The Conversion Pipeline
When color management is active, the video frames bypass the generic assumptions of standard sRGB display outputs. Instead, the color transform logic takes the following steps:
- Source Decoding: The video’s native color space, color primaries, and transfer characteristics (gamma or Electro-Optical Transfer Function) are identified from the file metadata.
- 3D LUT Generation: mpv computes a precise matrix mathematical transformation that maps the source color coordinates into the target coordinates described by the monitor’s ICC profile.
- Precision Rendering: The transformation is applied at high bit-depth directly on the GPU shader level, preventing banding or clipping artifacts that typically happen when doing software-based color alterations.
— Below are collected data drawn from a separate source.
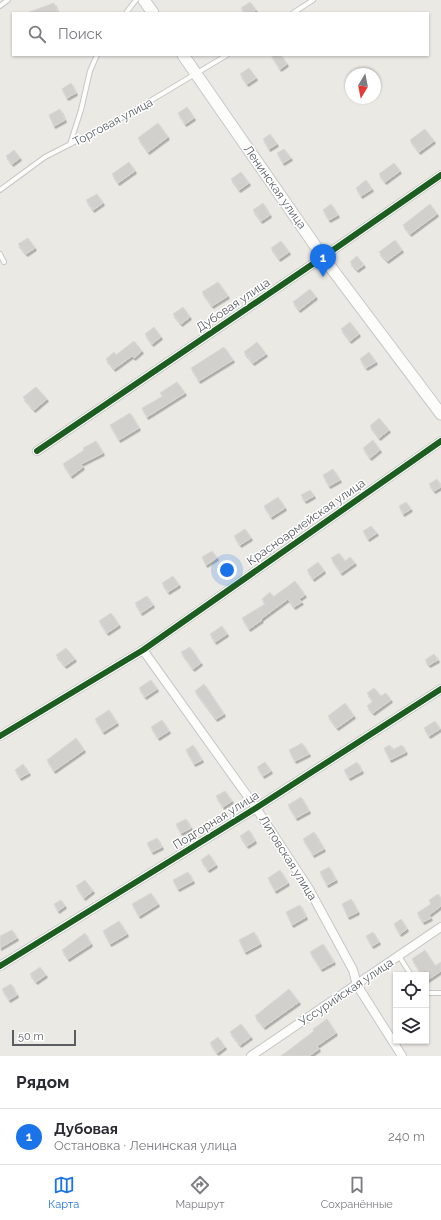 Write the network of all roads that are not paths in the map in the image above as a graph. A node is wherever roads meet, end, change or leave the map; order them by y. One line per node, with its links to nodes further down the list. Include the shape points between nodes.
1 (8, 0): 5 (lane)
2 (136, 0): 6 (lane)
3 (144, 0): 7 (main road)
4 (313, 0): 8 (lane)
5 (0, 6)
6 (127, 12)
7 (152, 12)
8 (295, 12)
9 (98, 56): 13 (lane, via 90,71)
10 (183, 56): 12 (main road, Ленинская улица)
11 (225, 56): 12 (lane, Торговая улица)
12 (196, 75): 13 (lane, Торговая улица); 17 (main road, Ленинская улица)
13 (70, 145): 15 (lane, Торговая улица, via 45,158)
14 (441, 175): 17 (street, Дубовая улица)
15 (0, 190)
16 (0, 254): 18 (lane)
17 (323, 257): 19 (main road, Ленинская улица); 21 (street, Дубовая улица)
18 (4, 262)
19 (441, 414)
20 (441, 440): 22 (street, Красноармейская улица)
21 (37, 451)
22 (143, 650): 24 (street, Красноармейская улица); 25 (street, Литовская улица)
23 (441, 690): 25 (street, Подгорная улица)
24 (0, 736)
25 (256, 808): 28 (street, Подгорная улица); 30 (street, Литовская улица, via 309,889 354,970)
26 (441, 927): 27 (street, Уссурийская улица)
27 (399, 956): 29 (lane); 30 (street, Уссурийская улица)
28 (0, 966)
29 (409, 972)
30 (357, 985): 33 (street, Уссурийская улица); 34 (street, Литовская улица)
31 (429, 993): 32 (lane)
32 (441, 993)
33 (251, 1056)
34 (402, 1056)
Intent, Contrast, and Black Point Adjustments
By default, mpv applies a relative colorimetric rendering intent,
which ensures that colors within the display’s physical capability
remain perfectly accurate while out-of-gamut colors are mapped to the
closest reproducible boundary. Additionally, because some ICC profiles
include measured black-level depths that do not fall to absolute zero,
mpv estimates the display’s actual contrast ratio to automatically
adjust tone mapping (such as adapting BT.1886 target curves) to prevent
“grayish” blacks or unwanted black crushing during playback. Users can
fine-tune these properties using specific parameters like
--icc-contrast or configuring fallback parameters within
the mpv.conf file.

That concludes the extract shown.